Il faut d’abord aider les enseignants à déterminer ce dont ils ont besoin et ne pas le leur imposer d’en haut au nom de la science. Pour cela, il est nécessaire de conduire un travail sérieux qui puisse s’appuyer sur leur expérience et sur l’habileté de formateurs bien formés eux-mêmes. Mais aussi trouver les perspectives souhaitables et les manières de faire qui répondront aux problèmes professionnels rencontrés en éducation prioritaire, en observant le travail des élèves et des enseignants, en favorisant les observations croisées, les co-observations. Il faut, ensuite, confronter ces problèmes professionnels, parfois vécus comme des difficultés, à ce que l’on sait par la recherche et par l’expérience de collègues chevronnés pour permettre aux enseignants en formation d’être vraiment eux-mêmes en recherche, en expérimentation de formes nouvelles de travail à confronter à la classe. À l’évidence, les collègues contractuels ou débutants ont des besoins différents. Ce qui ne veut pas dire qu’il faudrait les former séparément, peut-être même au contraire, faudrait-il qu’ils bénéficient de la discussion avec des aînés.

Où en est-on de la formation dans les Rep+ ?
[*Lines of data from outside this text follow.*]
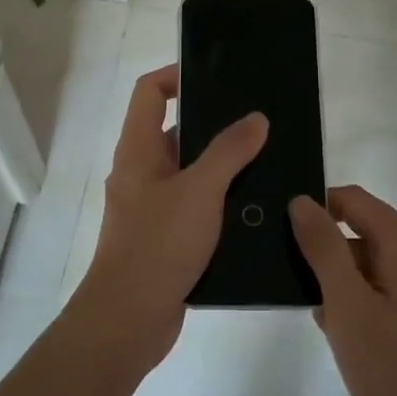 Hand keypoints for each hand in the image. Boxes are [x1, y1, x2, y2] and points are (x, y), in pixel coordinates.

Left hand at [73, 65, 267, 375]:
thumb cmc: (157, 244)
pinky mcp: (166, 237)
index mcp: (138, 149)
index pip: (150, 92)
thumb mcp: (199, 191)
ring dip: (223, 165)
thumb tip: (256, 118)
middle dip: (214, 123)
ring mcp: (152, 206)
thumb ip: (229, 151)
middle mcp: (141, 171)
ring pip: (190, 171)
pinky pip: (196, 205)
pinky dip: (221, 200)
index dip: (177, 75)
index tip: (217, 77)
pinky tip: (256, 206)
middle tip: (259, 120)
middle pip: (175, 130)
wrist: (128, 321)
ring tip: (268, 159)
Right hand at [290, 186, 396, 395]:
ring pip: (377, 262)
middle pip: (365, 231)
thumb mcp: (346, 303)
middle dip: (329, 253)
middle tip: (300, 289)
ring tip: (321, 318)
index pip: (352, 200)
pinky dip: (366, 298)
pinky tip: (349, 335)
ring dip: (345, 281)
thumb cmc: (393, 366)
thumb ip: (322, 246)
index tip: (285, 236)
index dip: (316, 209)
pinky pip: (392, 287)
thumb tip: (301, 201) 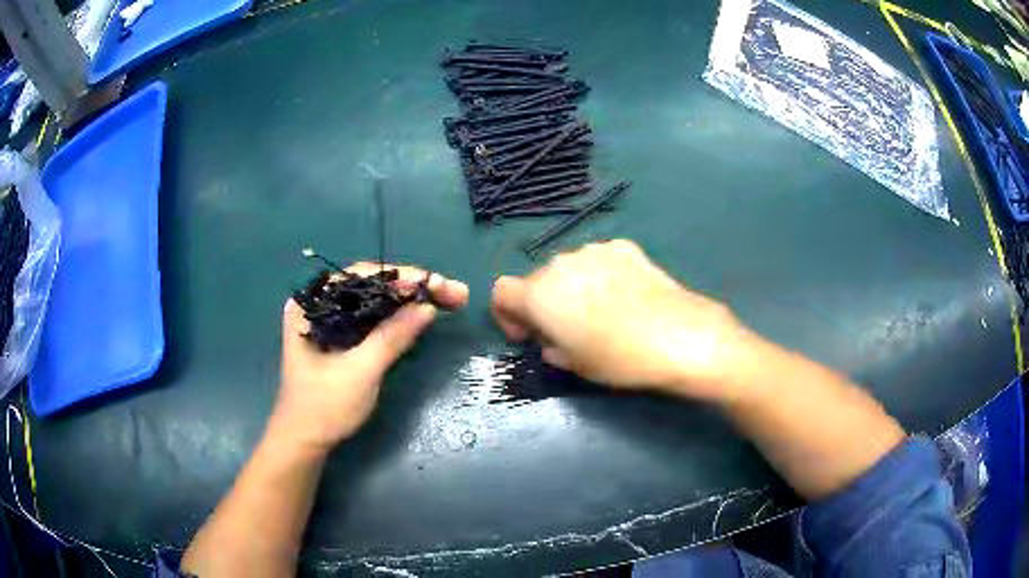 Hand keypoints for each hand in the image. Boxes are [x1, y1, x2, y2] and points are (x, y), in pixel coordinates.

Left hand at [268, 263, 468, 453]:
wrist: (304, 441)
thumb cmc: (324, 407)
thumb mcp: (361, 371)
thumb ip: (392, 336)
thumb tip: (428, 307)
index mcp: (311, 304)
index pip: (360, 276)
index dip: (401, 277)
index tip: (436, 283)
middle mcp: (318, 304)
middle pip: (370, 285)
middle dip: (411, 287)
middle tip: (452, 292)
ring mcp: (329, 321)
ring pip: (374, 301)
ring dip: (409, 300)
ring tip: (446, 298)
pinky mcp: (339, 338)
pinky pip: (371, 318)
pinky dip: (397, 317)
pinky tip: (419, 315)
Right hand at [491, 240, 753, 400]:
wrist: (679, 336)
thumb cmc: (620, 358)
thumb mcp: (574, 364)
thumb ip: (549, 345)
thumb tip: (552, 338)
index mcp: (539, 294)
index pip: (501, 292)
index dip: (507, 316)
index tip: (528, 336)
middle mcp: (560, 264)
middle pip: (537, 280)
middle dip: (543, 304)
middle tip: (567, 330)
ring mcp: (594, 251)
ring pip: (569, 269)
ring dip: (572, 288)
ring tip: (600, 313)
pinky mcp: (624, 247)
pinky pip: (598, 261)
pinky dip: (600, 276)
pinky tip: (623, 296) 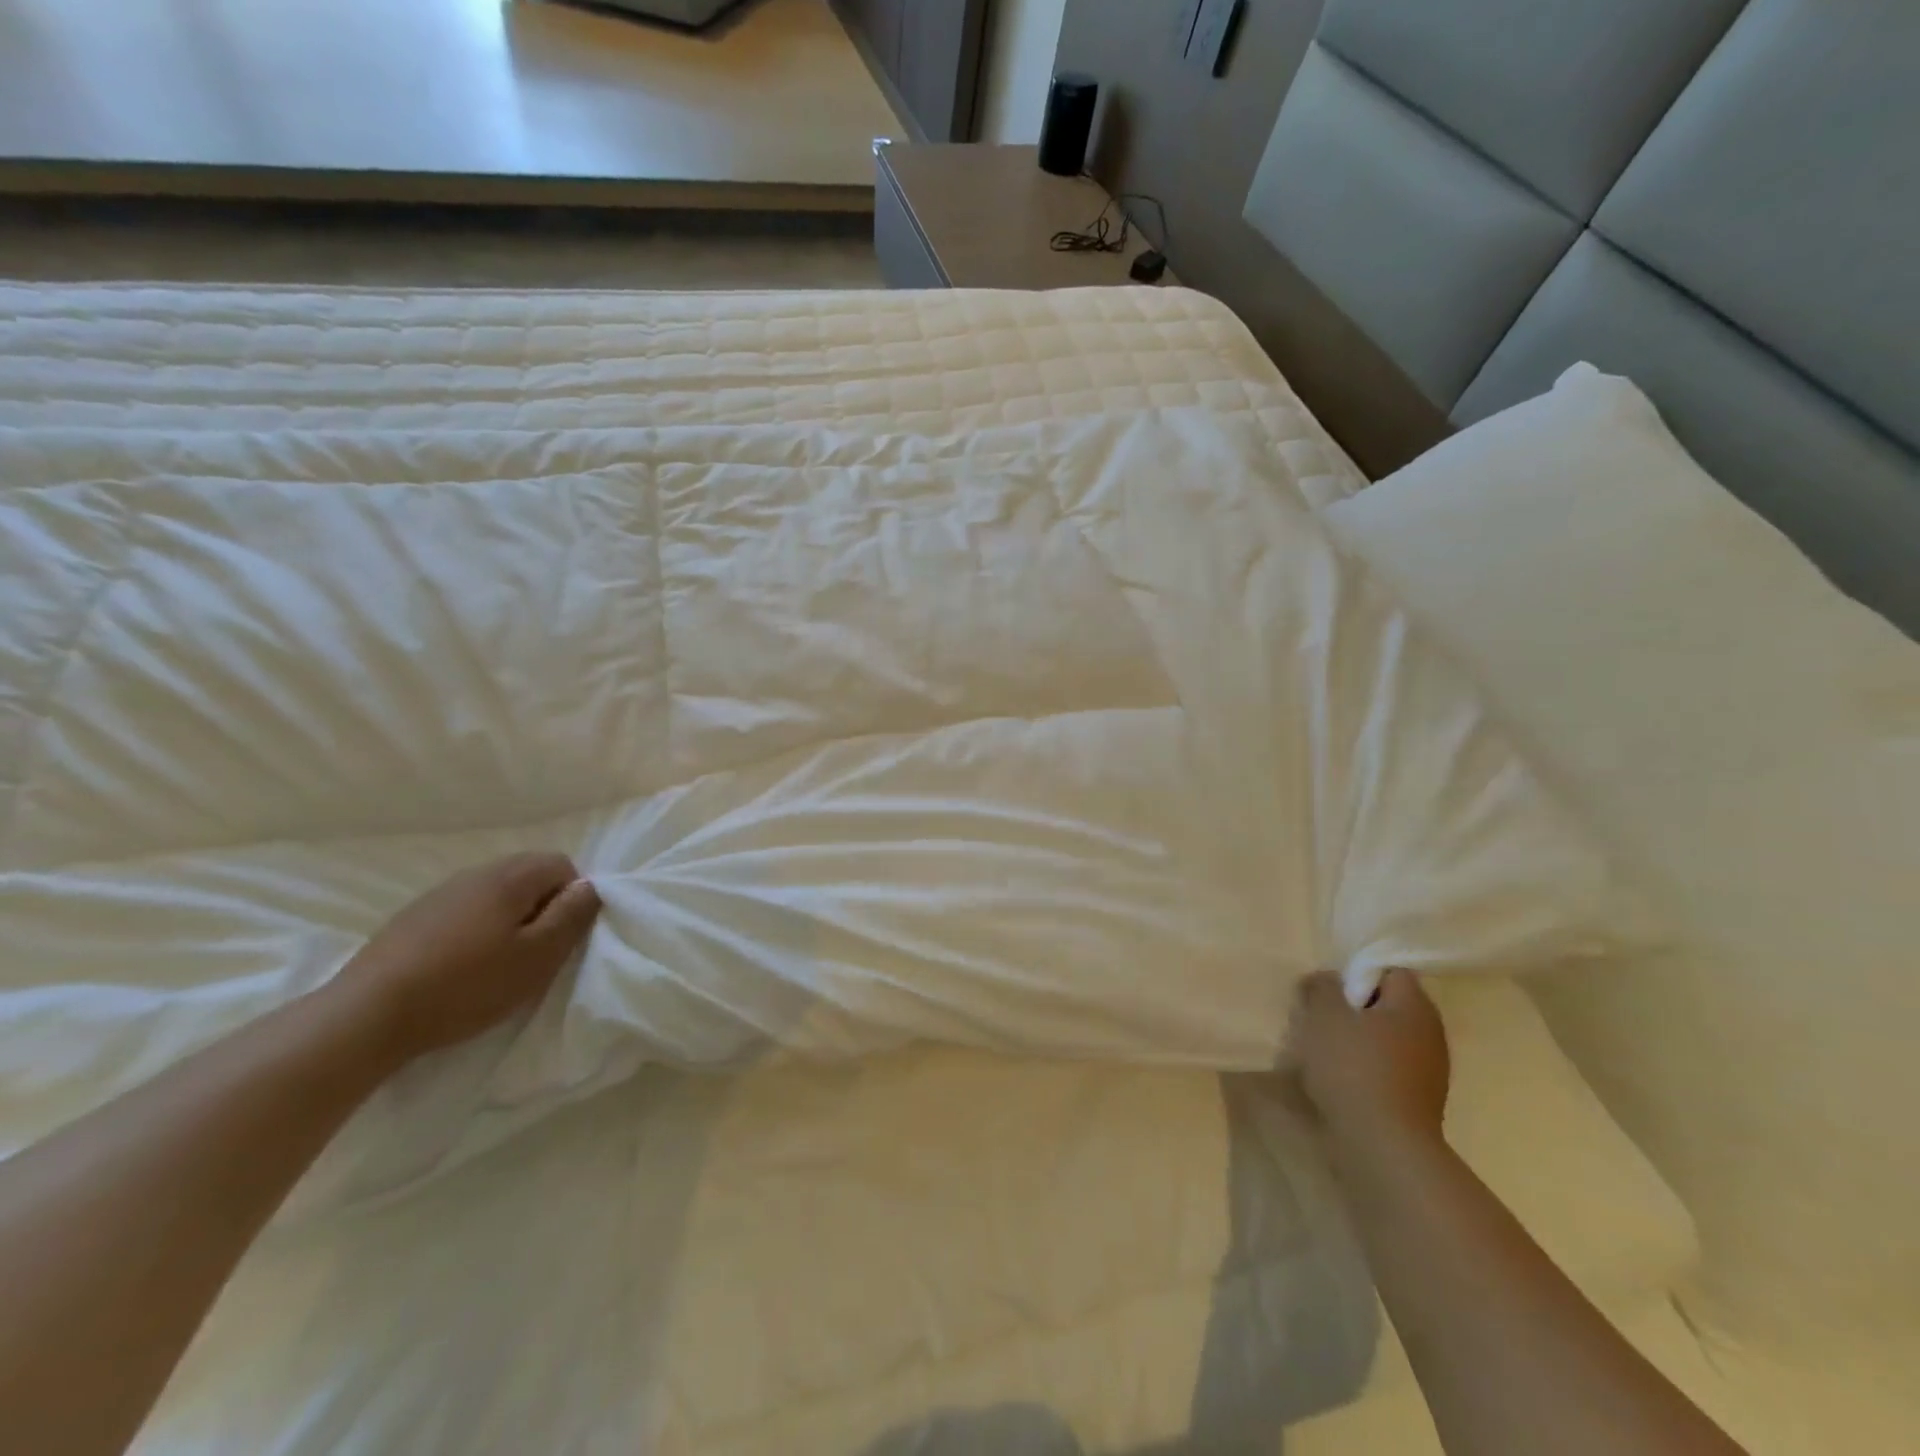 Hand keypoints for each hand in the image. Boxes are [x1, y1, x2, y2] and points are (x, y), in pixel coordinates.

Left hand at [334, 853, 601, 1065]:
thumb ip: (571, 916)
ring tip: (498, 963)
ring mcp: (439, 893)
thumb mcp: (537, 957)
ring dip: (507, 920)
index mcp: (510, 877)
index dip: (572, 898)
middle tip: (534, 953)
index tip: (561, 938)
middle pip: (527, 875)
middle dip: (541, 908)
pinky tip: (460, 967)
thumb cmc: (467, 985)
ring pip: (494, 894)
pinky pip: (463, 910)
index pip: (562, 865)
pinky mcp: (411, 918)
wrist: (366, 1016)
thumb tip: (591, 887)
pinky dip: (474, 930)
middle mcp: (475, 873)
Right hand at [1290, 968, 1449, 1155]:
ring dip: (1357, 1040)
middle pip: (1388, 1005)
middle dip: (1354, 1008)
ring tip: (1323, 1049)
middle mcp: (1431, 1033)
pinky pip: (1387, 1069)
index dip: (1357, 973)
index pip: (1390, 971)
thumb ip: (1323, 986)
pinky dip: (1365, 1068)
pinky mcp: (1418, 1101)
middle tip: (1320, 1015)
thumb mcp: (1325, 1015)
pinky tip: (1338, 1079)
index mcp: (1415, 1006)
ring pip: (1386, 1039)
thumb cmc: (1354, 1068)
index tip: (1328, 988)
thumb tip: (1327, 979)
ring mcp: (1430, 1071)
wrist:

Dans le cadre de l’Observatoire de l’éducation prioritaire, nous avons sollicité l’avis des enseignants et autres personnels de REP et de REP+ en juin 2021. La première observation est que la pandémie a amené son lot de suppressions de formations et a même réduit en REP + les heures de concertation. Il n’y a eu aucune priorité à la formation en éducation prioritaire pendant la pandémie. Ce qui est aussi frappant pour le premier degré est l’absence de visibilité de la formation dédiée à l’éducation prioritaire pour ses acteurs : à peine 50% des répondants savent dire s’il y a eu ou non de la formation spécifique à l’EP. Enfin, le plus inquiétant est la très forte hétérogénéité entre les académies. On voit là ce qui se passe quand l’Etat pilote moins fortement les politiques publiques et laisse faire sans contrôle. C’est le fruit des politiques néo-libérales conduites actuellement. Et le paradoxe est que nos collègues pointent largement que là où il y a eu de la formation au travers des plans français et maths, c’est dans une logique parfaitement descendante, absolument incompatible avec la démarche que je ne vous ai exposée.